[[ AVAILABLE DATA, beginning ]]

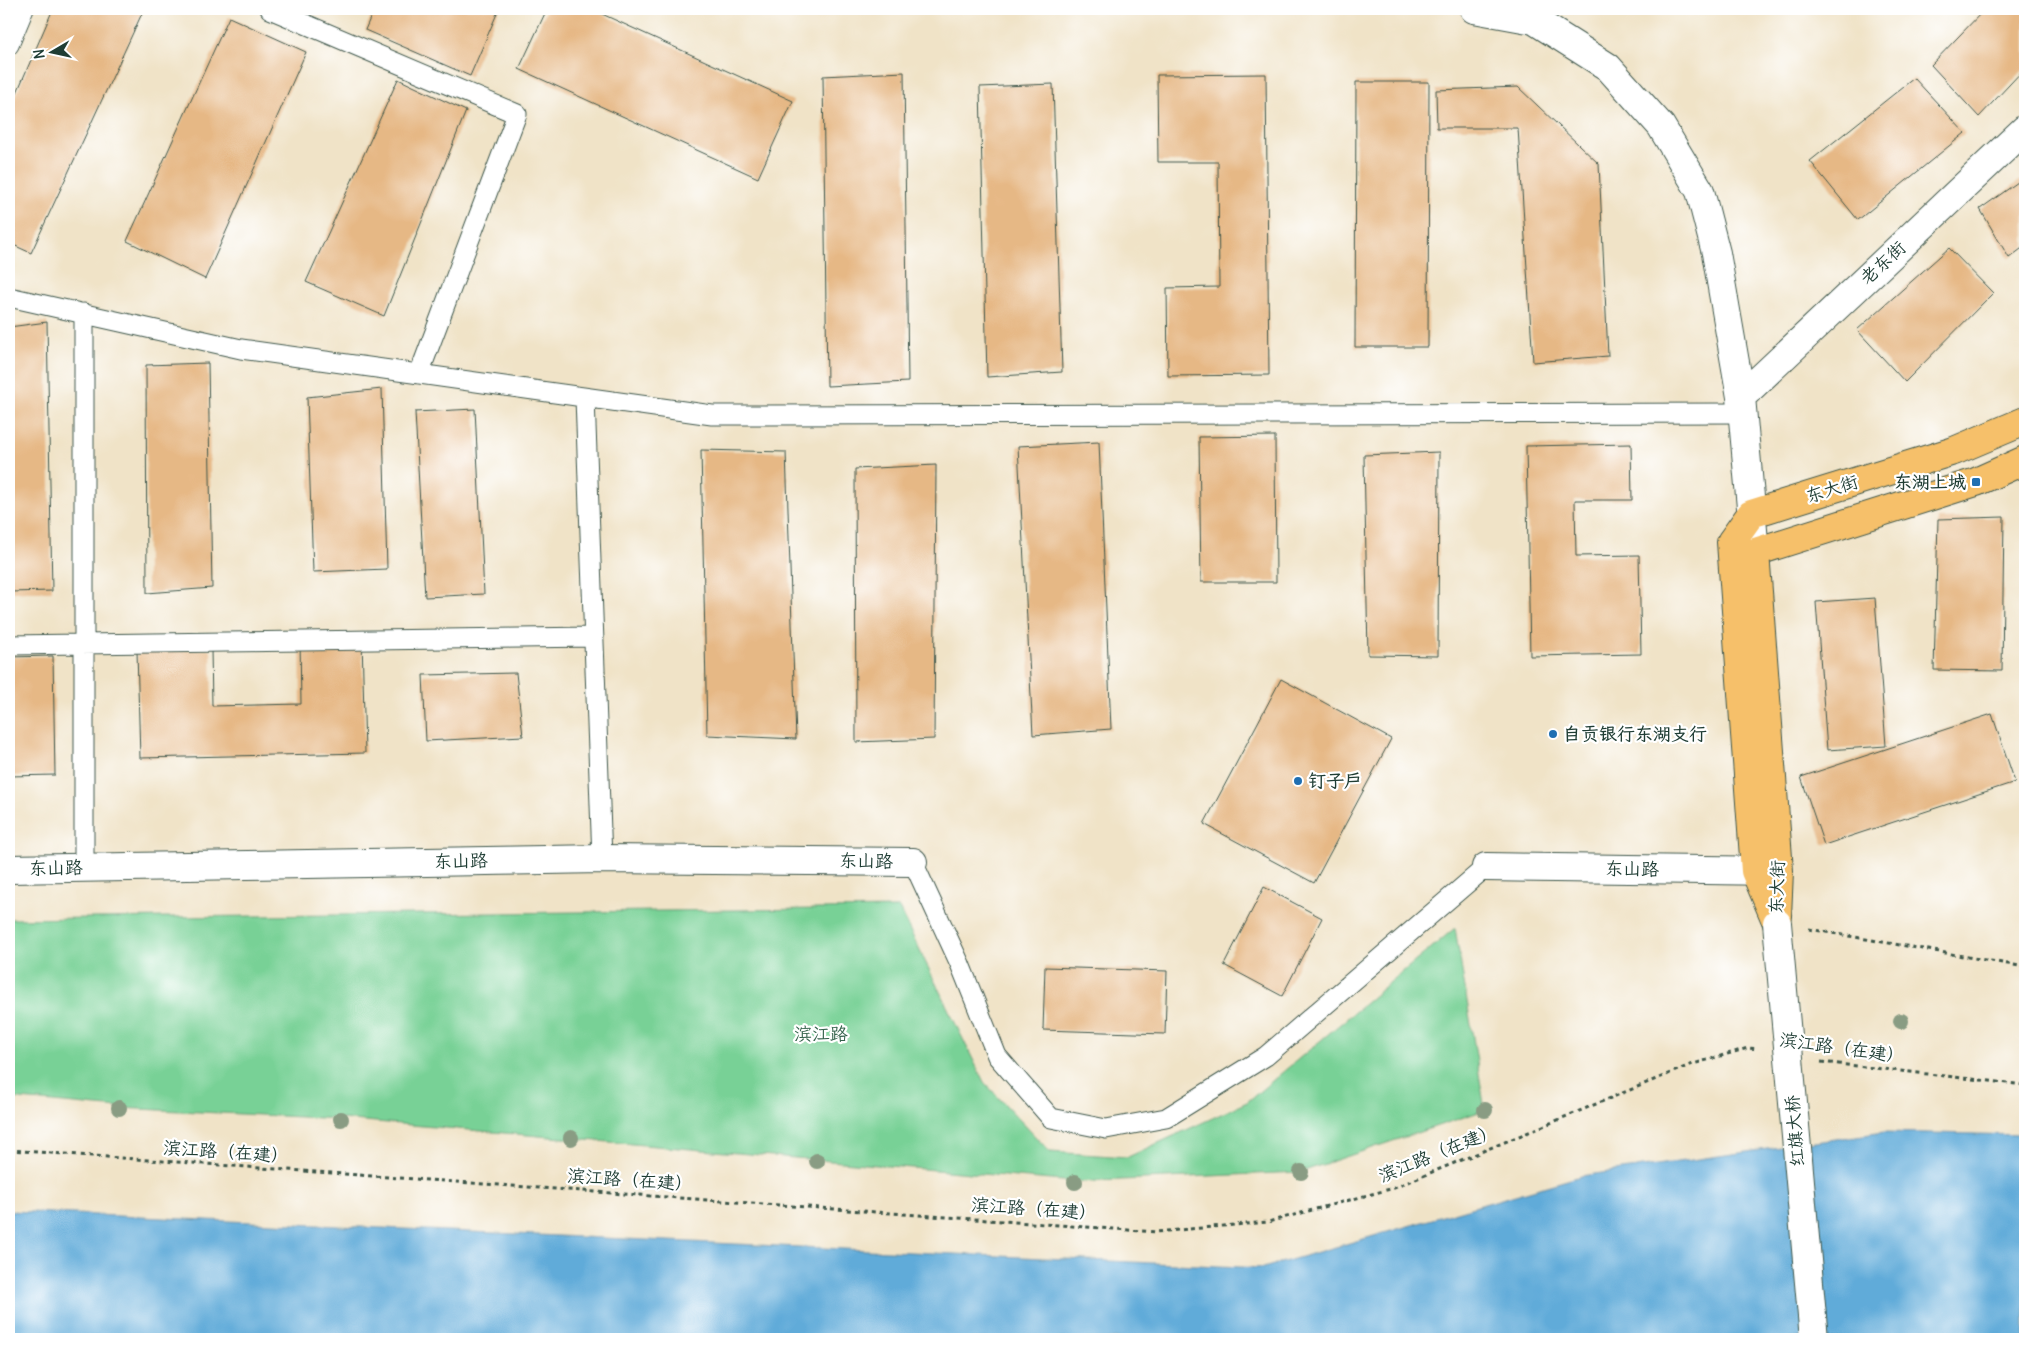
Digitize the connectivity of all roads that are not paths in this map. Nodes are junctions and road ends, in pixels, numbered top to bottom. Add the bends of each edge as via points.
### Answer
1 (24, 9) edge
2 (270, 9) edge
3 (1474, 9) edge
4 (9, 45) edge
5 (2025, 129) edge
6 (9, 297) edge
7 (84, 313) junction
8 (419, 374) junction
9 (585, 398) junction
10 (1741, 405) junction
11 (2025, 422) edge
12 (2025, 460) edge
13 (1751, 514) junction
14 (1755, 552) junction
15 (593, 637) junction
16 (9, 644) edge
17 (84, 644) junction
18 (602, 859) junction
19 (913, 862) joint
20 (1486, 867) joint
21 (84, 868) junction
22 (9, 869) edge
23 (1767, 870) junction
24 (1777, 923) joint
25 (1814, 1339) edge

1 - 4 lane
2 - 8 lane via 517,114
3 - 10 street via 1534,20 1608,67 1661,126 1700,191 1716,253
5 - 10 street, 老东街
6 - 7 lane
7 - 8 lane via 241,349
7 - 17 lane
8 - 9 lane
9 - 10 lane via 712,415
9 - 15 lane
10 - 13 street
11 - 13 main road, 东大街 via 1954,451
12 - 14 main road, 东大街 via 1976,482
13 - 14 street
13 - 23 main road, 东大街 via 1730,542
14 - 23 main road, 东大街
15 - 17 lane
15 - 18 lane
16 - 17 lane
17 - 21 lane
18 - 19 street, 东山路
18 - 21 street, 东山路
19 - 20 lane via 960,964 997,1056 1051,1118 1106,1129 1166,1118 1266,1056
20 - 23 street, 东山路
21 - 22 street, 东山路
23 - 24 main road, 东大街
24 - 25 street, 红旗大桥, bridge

[[ AVAILABLE DATA, end ]]

- ACTION ITEM -
Where does the word "main" occur in the records? Return every line that holds it.

- TASK SOLUTION -
11 - 13 main road, 东大街 via 1954,451
12 - 14 main road, 东大街 via 1976,482
13 - 23 main road, 东大街 via 1730,542
14 - 23 main road, 东大街
23 - 24 main road, 东大街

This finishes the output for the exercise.